■ About this exercise: Below are some records; state how many of their lines contain the word "Include", and add nothing.

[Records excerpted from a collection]

^^^^^^^^

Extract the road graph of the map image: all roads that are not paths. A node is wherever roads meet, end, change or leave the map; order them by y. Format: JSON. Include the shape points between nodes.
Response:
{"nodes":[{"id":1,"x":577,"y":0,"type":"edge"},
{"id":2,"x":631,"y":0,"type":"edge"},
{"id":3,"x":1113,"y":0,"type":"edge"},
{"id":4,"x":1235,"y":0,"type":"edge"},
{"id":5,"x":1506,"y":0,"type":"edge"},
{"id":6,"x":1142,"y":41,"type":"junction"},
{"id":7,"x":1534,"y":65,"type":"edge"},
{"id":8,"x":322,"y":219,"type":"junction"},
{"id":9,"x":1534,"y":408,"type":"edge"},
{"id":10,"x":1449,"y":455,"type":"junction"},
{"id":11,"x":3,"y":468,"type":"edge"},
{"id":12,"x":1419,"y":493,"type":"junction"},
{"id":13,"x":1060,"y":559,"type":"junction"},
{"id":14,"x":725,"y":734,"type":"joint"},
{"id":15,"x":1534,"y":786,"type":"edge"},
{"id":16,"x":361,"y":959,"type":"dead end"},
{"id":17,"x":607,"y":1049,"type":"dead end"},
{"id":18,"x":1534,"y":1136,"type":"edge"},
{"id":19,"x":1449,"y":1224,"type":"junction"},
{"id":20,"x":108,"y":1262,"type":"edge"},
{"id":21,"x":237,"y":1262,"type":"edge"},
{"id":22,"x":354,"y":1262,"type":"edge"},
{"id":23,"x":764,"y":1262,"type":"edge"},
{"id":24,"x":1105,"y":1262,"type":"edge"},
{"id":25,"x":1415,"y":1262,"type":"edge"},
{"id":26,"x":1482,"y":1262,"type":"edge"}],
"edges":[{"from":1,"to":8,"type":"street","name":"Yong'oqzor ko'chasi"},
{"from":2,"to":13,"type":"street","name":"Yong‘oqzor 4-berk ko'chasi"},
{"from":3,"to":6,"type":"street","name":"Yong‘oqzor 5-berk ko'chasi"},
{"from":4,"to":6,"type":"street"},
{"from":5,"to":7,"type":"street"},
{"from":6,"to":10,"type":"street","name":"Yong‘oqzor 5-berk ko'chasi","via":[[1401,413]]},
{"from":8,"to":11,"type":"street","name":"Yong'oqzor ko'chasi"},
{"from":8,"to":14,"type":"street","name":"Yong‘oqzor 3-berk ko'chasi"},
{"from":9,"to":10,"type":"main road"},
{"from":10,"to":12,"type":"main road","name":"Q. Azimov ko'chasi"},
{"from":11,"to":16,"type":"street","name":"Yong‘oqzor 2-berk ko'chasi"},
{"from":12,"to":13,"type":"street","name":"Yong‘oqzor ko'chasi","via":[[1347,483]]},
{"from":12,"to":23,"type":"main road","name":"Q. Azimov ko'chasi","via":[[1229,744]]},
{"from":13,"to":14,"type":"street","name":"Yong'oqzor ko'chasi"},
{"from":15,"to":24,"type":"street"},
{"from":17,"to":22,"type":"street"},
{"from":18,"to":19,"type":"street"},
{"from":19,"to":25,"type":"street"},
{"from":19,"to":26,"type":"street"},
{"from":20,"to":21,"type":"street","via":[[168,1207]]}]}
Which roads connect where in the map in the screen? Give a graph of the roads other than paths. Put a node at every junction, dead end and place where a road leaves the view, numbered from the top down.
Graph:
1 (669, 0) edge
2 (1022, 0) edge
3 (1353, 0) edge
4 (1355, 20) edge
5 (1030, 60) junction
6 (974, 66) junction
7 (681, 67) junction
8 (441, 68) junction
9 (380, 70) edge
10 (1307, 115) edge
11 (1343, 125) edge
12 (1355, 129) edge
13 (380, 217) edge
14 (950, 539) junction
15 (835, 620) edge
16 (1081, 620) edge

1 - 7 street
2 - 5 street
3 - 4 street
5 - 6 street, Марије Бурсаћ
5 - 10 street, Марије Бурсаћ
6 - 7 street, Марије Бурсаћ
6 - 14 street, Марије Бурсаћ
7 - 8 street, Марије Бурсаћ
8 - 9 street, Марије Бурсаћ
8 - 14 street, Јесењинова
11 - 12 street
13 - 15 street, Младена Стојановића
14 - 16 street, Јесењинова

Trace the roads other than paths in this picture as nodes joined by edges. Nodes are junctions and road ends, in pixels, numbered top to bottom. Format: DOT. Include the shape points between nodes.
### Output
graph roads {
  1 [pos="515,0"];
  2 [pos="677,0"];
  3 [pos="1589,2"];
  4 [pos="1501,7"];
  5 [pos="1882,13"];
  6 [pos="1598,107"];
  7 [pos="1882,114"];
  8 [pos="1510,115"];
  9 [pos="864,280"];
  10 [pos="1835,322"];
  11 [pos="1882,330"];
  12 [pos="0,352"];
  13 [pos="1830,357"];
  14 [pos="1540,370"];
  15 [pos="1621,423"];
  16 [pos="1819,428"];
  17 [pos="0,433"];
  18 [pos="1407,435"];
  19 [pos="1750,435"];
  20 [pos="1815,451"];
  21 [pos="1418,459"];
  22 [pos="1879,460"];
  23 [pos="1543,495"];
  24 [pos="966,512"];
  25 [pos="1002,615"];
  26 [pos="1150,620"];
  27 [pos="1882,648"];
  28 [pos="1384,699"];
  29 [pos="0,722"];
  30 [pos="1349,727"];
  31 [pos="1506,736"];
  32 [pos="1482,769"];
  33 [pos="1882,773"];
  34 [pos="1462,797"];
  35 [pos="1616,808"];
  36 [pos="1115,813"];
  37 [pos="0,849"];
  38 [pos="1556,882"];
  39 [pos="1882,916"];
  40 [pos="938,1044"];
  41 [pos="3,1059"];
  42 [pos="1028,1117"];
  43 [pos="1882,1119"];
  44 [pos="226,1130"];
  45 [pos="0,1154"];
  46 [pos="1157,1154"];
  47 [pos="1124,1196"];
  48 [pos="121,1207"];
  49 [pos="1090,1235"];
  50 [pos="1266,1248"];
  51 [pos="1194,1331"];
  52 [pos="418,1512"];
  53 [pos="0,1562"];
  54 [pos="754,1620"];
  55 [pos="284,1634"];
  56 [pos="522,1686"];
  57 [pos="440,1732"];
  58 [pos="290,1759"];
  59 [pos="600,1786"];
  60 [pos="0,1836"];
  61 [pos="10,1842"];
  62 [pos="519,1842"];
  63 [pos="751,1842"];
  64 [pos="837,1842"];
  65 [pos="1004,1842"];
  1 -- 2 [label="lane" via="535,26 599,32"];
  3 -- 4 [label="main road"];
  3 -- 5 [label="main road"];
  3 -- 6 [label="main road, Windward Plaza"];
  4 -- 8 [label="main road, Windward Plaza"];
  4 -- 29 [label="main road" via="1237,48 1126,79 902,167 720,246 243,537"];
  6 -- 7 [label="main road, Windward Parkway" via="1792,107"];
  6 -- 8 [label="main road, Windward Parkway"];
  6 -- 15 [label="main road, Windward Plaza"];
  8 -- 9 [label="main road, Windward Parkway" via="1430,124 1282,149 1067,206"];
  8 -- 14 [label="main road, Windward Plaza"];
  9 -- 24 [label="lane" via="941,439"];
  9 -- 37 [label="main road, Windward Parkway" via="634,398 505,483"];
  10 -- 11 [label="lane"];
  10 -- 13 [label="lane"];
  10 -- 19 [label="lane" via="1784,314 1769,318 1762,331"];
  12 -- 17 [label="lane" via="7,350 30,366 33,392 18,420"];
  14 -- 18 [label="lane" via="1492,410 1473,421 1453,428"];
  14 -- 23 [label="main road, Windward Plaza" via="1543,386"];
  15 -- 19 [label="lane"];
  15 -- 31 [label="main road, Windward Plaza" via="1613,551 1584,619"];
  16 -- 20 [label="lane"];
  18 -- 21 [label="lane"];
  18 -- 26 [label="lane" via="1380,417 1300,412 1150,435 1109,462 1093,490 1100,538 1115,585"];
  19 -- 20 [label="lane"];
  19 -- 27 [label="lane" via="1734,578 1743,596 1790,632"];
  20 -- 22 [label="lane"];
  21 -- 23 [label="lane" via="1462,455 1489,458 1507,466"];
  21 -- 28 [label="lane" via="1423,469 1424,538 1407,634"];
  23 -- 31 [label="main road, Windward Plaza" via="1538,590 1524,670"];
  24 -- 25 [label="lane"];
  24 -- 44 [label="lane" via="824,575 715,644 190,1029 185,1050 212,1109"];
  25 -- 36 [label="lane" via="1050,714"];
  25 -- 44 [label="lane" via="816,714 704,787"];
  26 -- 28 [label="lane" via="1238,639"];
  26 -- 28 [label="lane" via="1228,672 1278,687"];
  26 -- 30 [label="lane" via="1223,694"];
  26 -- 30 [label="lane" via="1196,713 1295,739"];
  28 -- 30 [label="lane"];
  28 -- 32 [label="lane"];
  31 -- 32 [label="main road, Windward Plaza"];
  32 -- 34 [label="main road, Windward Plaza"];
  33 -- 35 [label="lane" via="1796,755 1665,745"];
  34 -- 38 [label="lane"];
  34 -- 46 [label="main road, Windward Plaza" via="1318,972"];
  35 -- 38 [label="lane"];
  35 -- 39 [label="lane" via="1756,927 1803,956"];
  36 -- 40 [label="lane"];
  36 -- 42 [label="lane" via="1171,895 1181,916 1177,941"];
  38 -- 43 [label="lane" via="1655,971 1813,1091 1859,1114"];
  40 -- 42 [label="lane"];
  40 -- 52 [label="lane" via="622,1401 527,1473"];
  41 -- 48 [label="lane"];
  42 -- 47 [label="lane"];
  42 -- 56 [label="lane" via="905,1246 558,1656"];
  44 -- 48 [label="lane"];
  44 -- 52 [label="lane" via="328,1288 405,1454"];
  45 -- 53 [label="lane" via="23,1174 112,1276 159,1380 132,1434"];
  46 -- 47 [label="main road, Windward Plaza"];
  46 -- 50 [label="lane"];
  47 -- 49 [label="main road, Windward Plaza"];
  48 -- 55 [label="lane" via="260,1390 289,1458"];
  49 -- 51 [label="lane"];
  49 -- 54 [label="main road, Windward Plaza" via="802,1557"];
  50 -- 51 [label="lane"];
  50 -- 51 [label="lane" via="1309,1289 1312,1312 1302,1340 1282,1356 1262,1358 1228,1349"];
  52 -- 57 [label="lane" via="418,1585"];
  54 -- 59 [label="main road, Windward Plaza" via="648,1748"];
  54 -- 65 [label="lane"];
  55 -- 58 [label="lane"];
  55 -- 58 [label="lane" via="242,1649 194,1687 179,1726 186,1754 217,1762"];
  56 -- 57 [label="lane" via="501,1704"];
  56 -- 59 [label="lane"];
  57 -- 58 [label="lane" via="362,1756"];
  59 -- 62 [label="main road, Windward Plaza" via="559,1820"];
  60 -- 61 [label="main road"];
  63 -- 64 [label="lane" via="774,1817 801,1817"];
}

^^^^^^^^

■ Task output: 2